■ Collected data
------------------------------------------------------------

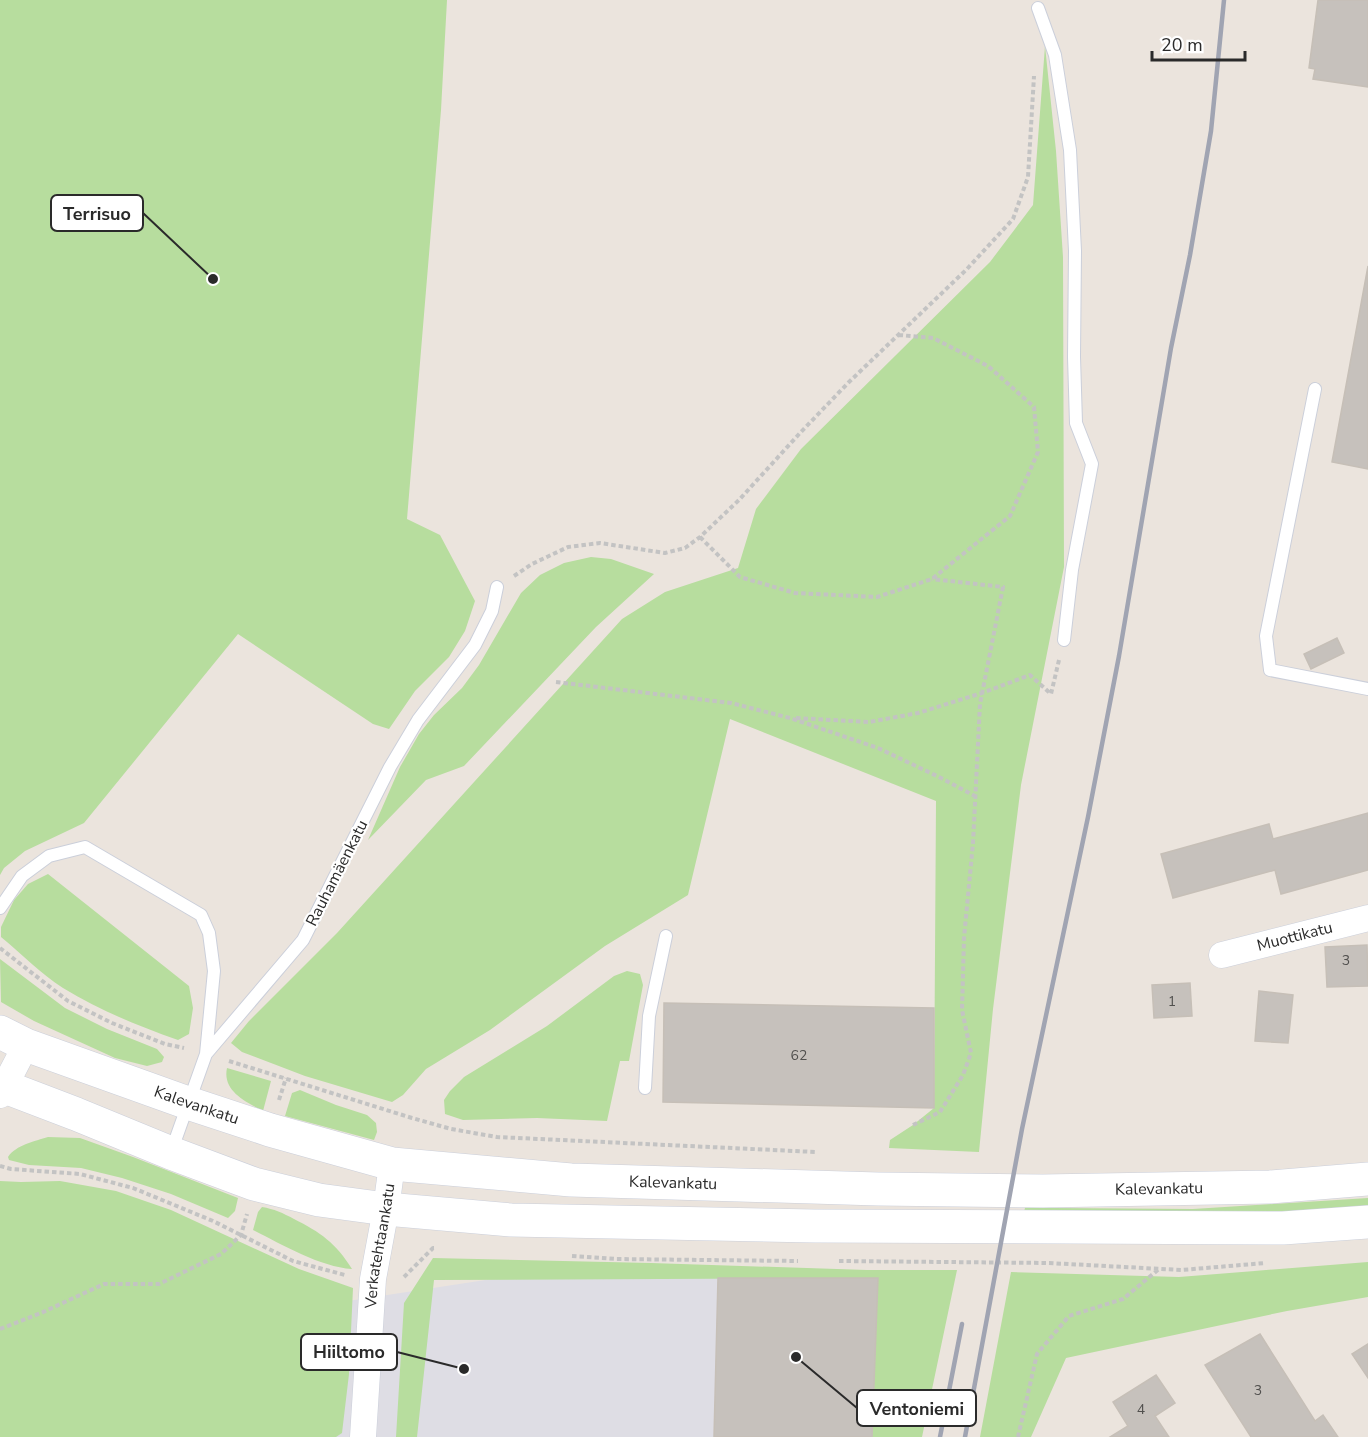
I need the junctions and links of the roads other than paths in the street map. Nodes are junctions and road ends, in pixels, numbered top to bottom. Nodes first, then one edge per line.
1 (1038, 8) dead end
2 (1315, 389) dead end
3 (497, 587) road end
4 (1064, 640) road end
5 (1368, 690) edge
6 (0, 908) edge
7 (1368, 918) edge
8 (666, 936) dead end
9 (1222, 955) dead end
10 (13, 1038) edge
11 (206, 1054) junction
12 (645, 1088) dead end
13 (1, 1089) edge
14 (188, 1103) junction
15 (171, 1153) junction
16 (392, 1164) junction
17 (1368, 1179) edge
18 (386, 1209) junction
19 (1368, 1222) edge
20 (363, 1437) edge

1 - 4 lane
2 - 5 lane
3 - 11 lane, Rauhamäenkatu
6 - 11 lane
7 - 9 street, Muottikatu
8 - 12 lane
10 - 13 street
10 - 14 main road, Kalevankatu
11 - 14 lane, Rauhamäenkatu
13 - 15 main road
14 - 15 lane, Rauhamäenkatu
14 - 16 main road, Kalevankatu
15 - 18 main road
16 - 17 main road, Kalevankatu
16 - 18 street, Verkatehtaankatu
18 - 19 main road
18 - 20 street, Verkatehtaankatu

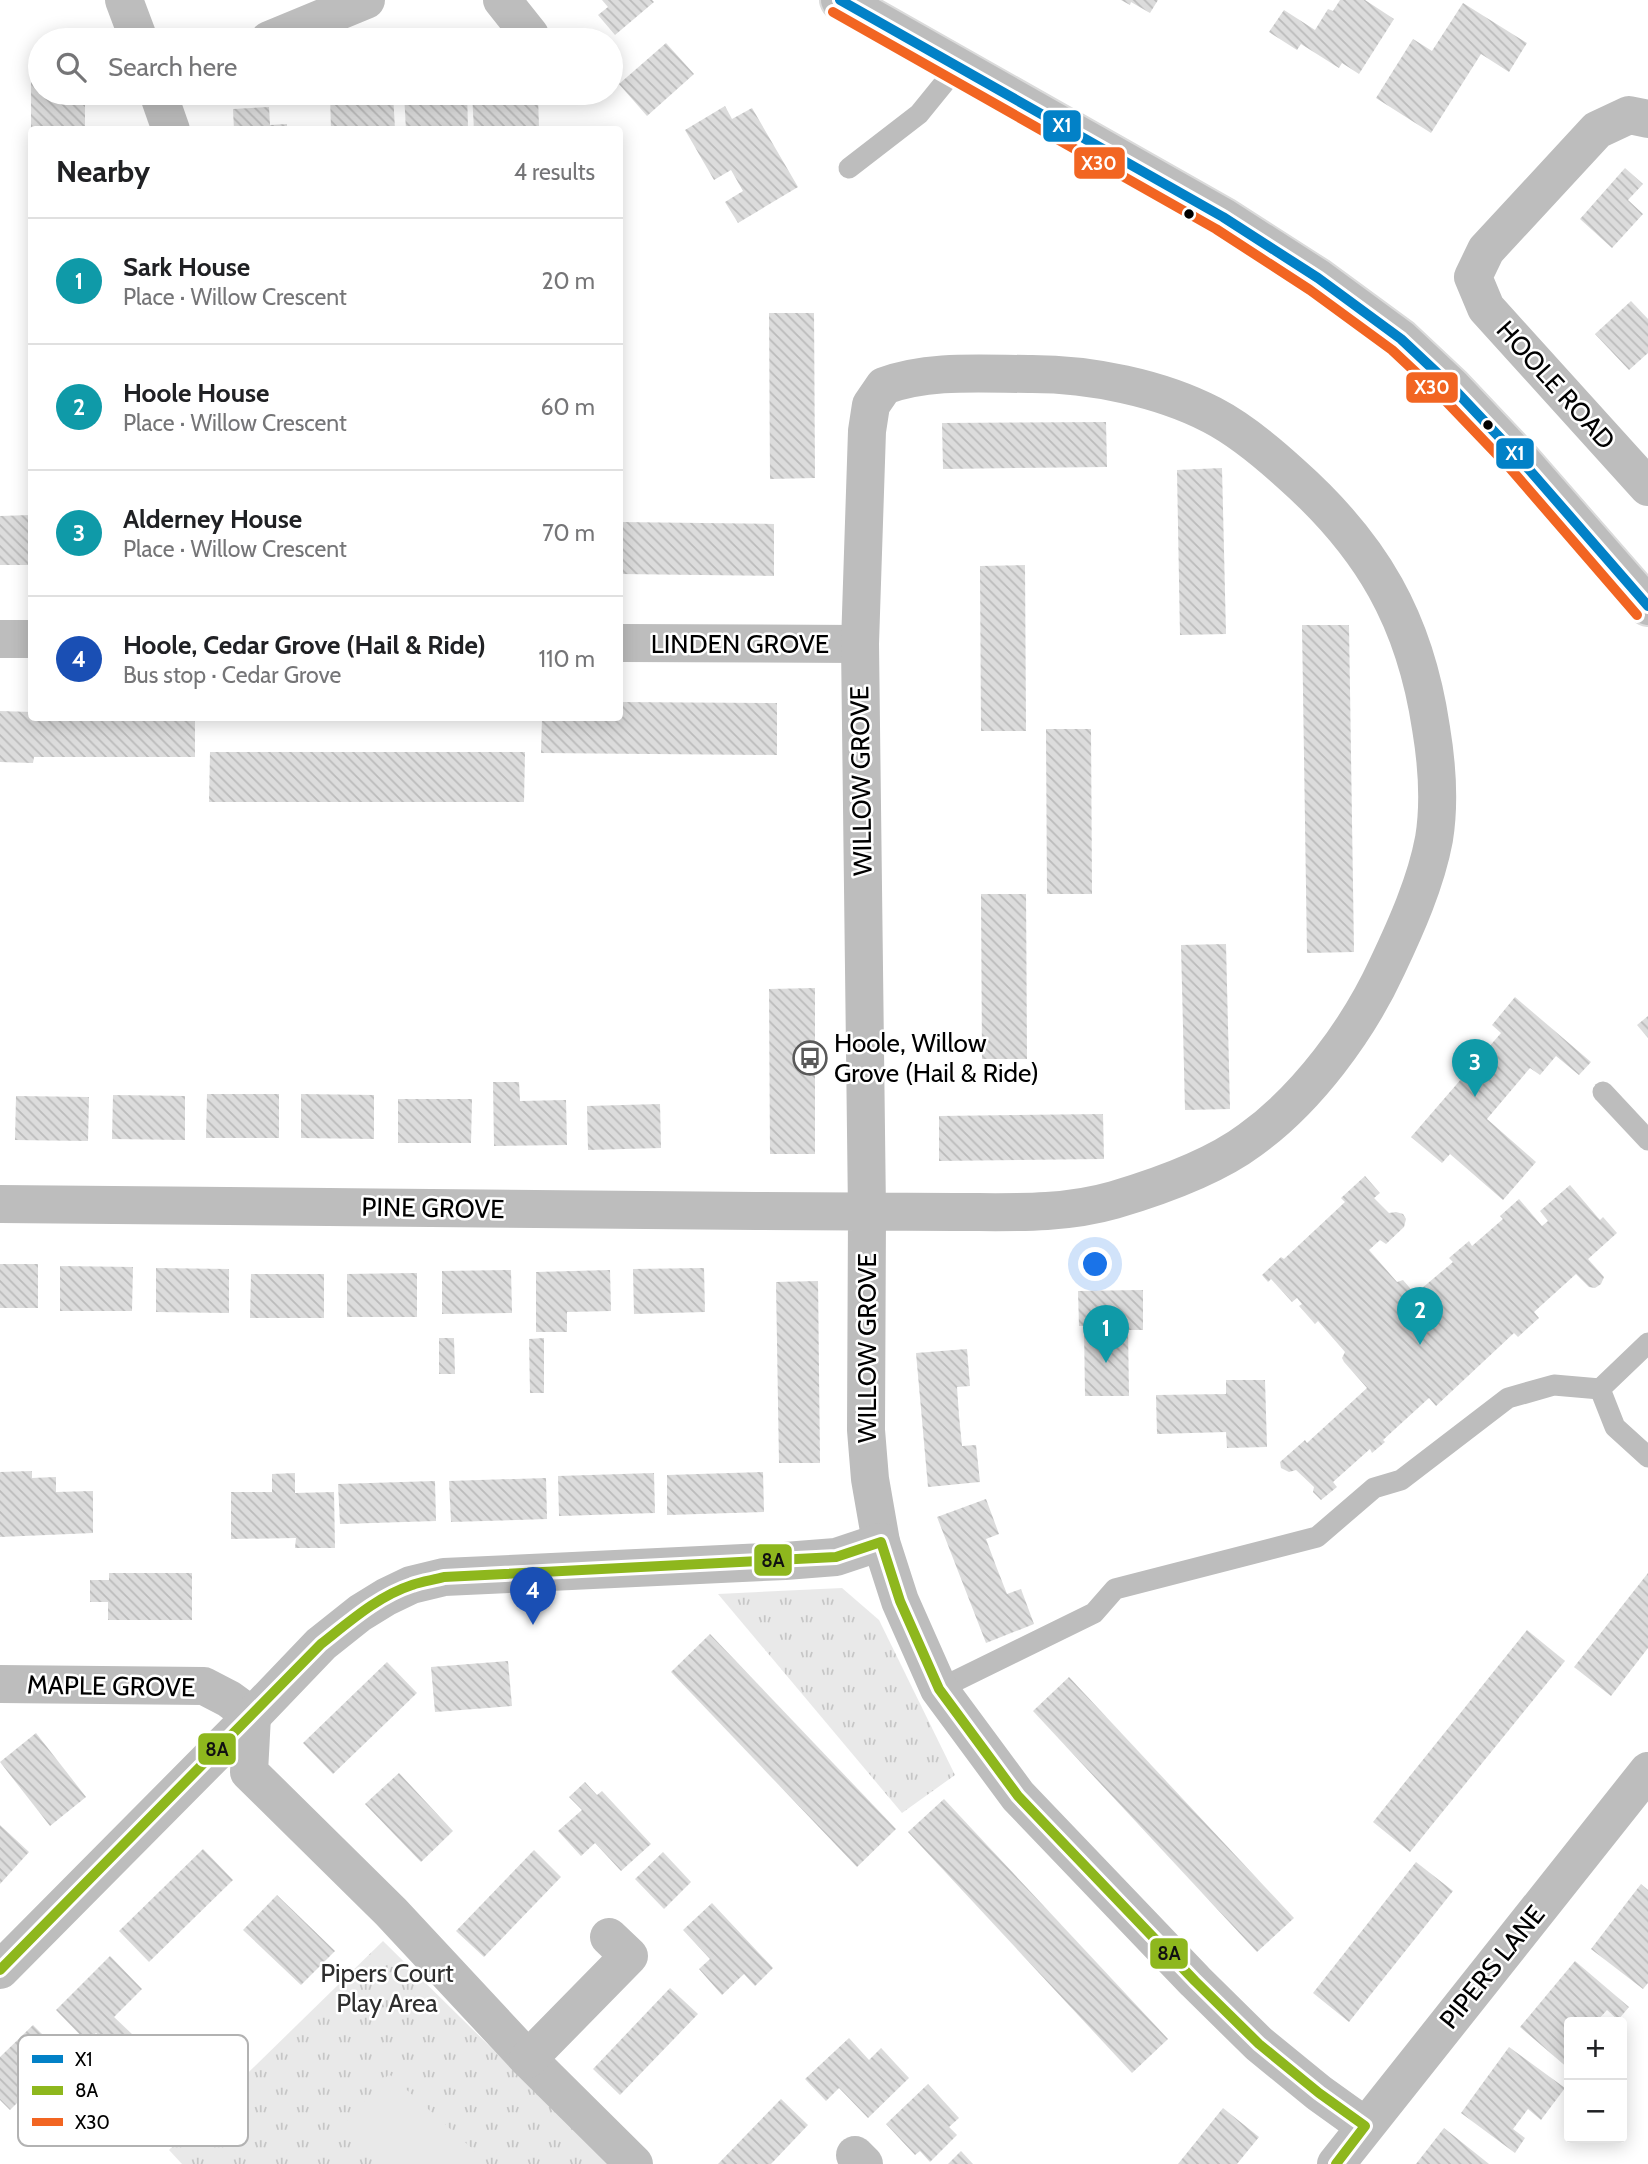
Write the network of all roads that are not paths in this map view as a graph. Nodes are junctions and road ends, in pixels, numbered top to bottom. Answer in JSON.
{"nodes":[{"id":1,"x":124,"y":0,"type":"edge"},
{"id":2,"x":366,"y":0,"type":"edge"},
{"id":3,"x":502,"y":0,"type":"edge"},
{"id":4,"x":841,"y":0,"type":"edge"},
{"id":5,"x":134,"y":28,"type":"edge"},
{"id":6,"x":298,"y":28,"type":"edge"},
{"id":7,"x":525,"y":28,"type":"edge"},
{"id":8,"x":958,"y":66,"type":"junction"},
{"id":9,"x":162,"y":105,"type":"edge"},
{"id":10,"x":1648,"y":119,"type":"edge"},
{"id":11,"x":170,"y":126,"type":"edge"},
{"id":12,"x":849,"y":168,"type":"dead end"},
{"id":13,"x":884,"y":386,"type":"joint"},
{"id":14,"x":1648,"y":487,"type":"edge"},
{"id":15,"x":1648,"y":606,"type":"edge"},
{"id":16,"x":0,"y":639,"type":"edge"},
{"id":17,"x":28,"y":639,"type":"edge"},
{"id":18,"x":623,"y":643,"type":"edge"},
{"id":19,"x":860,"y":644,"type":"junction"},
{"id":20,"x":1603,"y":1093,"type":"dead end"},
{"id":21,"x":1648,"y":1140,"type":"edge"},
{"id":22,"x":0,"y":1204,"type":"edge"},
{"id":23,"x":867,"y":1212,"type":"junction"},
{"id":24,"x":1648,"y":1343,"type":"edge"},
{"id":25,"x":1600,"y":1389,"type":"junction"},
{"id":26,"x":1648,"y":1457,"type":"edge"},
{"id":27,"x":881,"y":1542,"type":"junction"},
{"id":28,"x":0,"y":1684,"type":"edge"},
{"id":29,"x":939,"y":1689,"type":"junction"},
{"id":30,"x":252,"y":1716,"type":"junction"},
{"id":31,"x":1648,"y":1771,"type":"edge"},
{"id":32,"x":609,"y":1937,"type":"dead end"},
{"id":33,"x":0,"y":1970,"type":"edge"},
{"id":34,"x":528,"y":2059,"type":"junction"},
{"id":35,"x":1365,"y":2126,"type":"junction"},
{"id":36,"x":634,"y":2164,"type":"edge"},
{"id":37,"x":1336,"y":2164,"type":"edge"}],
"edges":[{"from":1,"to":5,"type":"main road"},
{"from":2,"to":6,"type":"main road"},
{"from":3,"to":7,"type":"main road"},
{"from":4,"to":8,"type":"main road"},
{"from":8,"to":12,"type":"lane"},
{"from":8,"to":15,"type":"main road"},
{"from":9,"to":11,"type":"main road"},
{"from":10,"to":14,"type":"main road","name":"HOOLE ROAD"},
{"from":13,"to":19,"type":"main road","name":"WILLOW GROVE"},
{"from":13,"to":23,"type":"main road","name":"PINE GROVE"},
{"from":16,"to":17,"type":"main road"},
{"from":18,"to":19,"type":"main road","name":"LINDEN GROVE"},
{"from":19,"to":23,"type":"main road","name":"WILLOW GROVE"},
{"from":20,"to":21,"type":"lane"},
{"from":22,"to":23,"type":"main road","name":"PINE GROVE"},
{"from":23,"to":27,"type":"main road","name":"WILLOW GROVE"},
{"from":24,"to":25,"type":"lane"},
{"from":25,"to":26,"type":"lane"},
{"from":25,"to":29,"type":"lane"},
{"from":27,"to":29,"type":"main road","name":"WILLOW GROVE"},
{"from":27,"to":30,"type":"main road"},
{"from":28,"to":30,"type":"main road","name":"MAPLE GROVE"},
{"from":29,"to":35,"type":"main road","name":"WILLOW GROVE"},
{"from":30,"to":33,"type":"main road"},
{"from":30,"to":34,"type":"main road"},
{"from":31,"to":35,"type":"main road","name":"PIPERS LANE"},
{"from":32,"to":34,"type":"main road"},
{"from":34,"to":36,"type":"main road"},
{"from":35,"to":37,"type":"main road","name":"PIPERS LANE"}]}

------------------------------------------------------------

Copy out every line of the data that includes the word "WILLOW".

■ Task result
{"from":13,"to":19,"type":"main road","name":"WILLOW GROVE"},
{"from":19,"to":23,"type":"main road","name":"WILLOW GROVE"},
{"from":23,"to":27,"type":"main road","name":"WILLOW GROVE"},
{"from":27,"to":29,"type":"main road","name":"WILLOW GROVE"},
{"from":29,"to":35,"type":"main road","name":"WILLOW GROVE"},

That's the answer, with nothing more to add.